Why (or when) can we neglect residuals mutual correlation?

Question

I've found in several books so far only a waving of hands explanation on why one can simply neglect the residuals mutual correlation, in a linear model context, and plot a QQ-graph to do a qualitative assessment on the distributional properties of the residuals.

In a comment to this other question of mine, there's a comment stating that the average mutual correlation is $-1/(n-1)$ and I am not sure why ...

In this other question, StasK answer gives the following statement: "The reason I am saying that the off-diagonal values are small is because $\sum_{j≠i}h^2_{ij}+h^2_{ii}=h_{ii}$, and in fact either the diagonal or off-diagonal entries are roughly of order $O(1/n)$ although this is not a very strict statement that is easily thrown off by the high leverage points.»

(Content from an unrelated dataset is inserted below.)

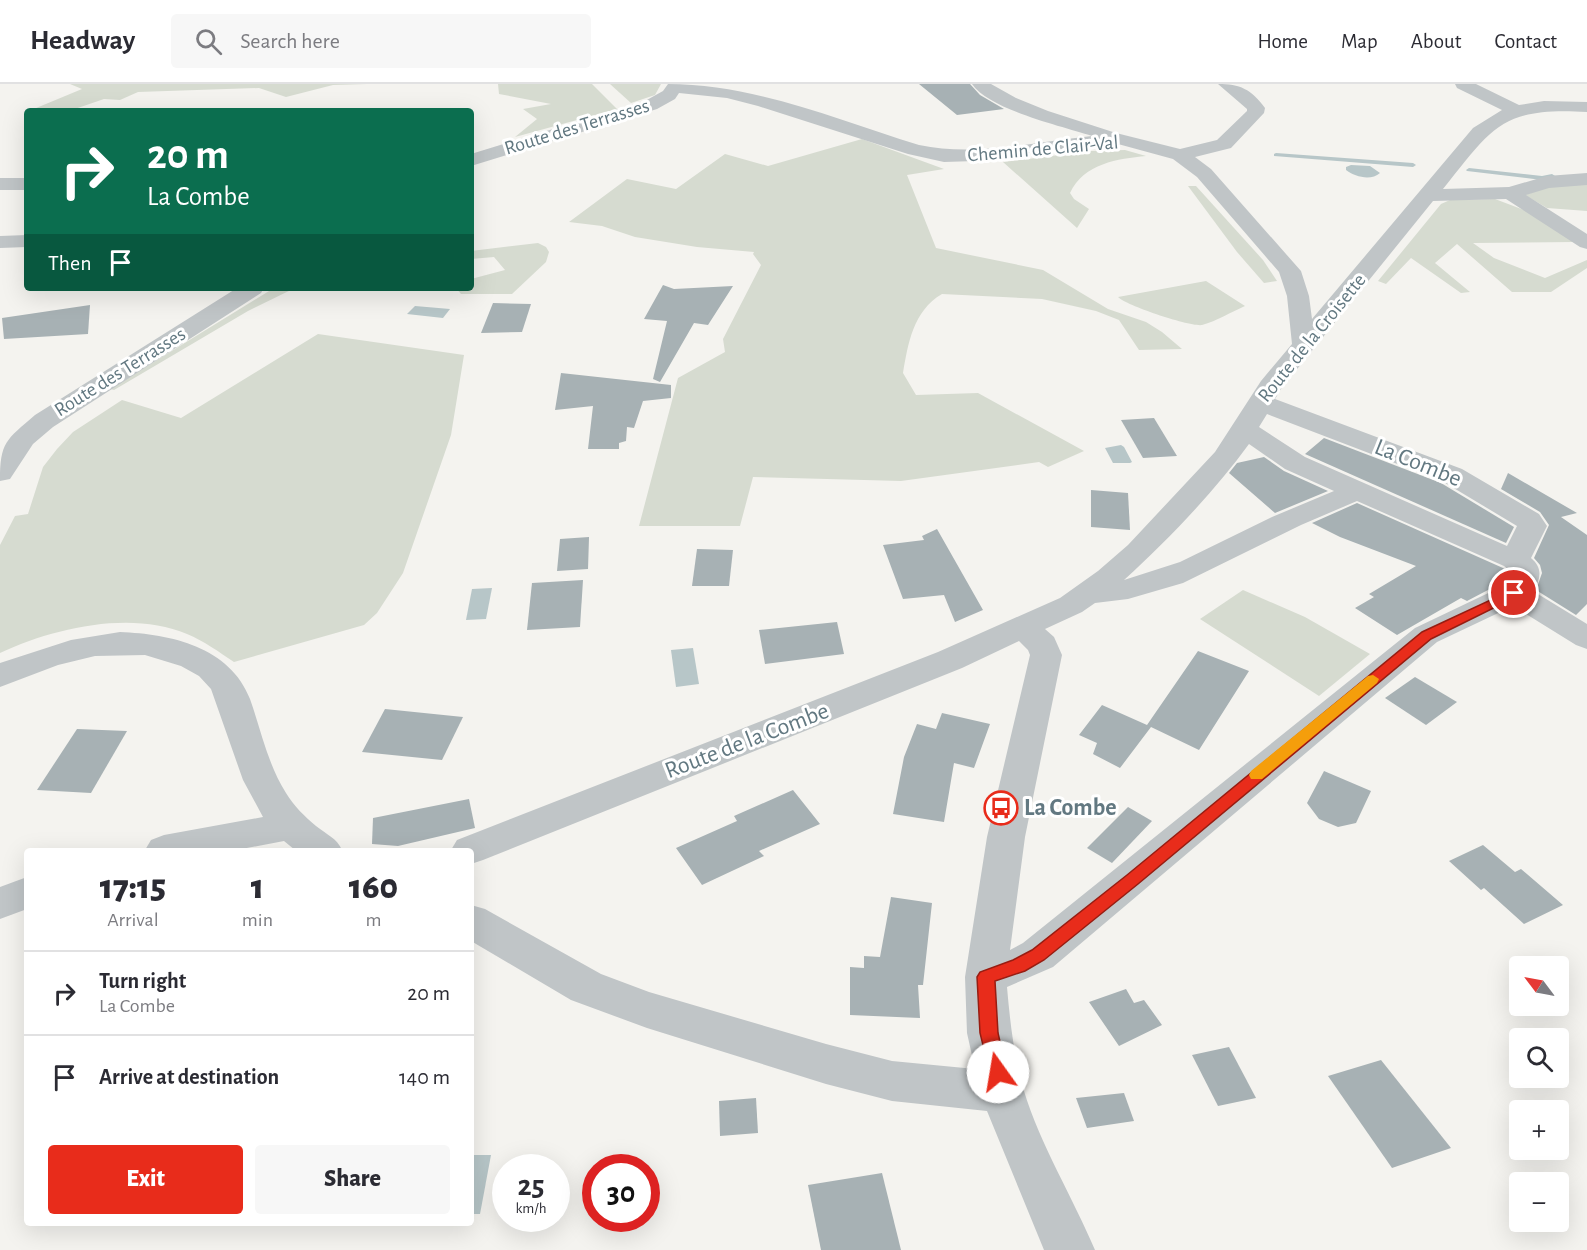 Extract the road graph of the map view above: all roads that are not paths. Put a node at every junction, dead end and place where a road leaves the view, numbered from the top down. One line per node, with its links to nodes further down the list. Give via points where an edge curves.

I'm looking for two well laid out explanations of the two above statements, in simple terms, for a plain, simple man. And please, do include equations.

A similar question with no useful answer (at least to me) https://stats.stackexchange.com/questions/96144/why-doesnt-correlation-of-residuals-matter-when-testing-for-normality — An old man in the sea., Apr 17 '21 at 15:26
Another similar question with no answer https://stats.stackexchange.com/questions/279105/why-check-normality-of-raw-residuals-if-raw-residuals-do-not-have-the-same-norma?rq=1 — An old man in the sea., Apr 17 '21 at 15:27

score 1 · Answer 1 · answered Apr 17 '21 at 16:43

I would take a different approach from your other answers.

There are really 2 different sets of residuals: The "true" residuals (epsilon's) from the "true" model: $y_i = \beta_0 + \beta_1 x_i + \epsilon_i$ and the observed residuals (the e's) from the computed model: $y_i = \hat\beta_0 + \hat\beta_1 x_i + e_i$.

The "true" residuals are the distance between the y-values and the "true", population, or theoretical model, what we would see if we had the entire population, an infinite sample size, or perfect knowledge of the true relationship. These are parameters and in general are not ever observed, only estimated (like the betas).

The assumptions about independence, normality, equal variances (and any others) are about the "true" residuals, but since we do not have these values we use the observed residuals since they approximate the "true" residuals. Tools like standardizing and studentizing the residuals are attempts to find better approximations of the "true" residuals.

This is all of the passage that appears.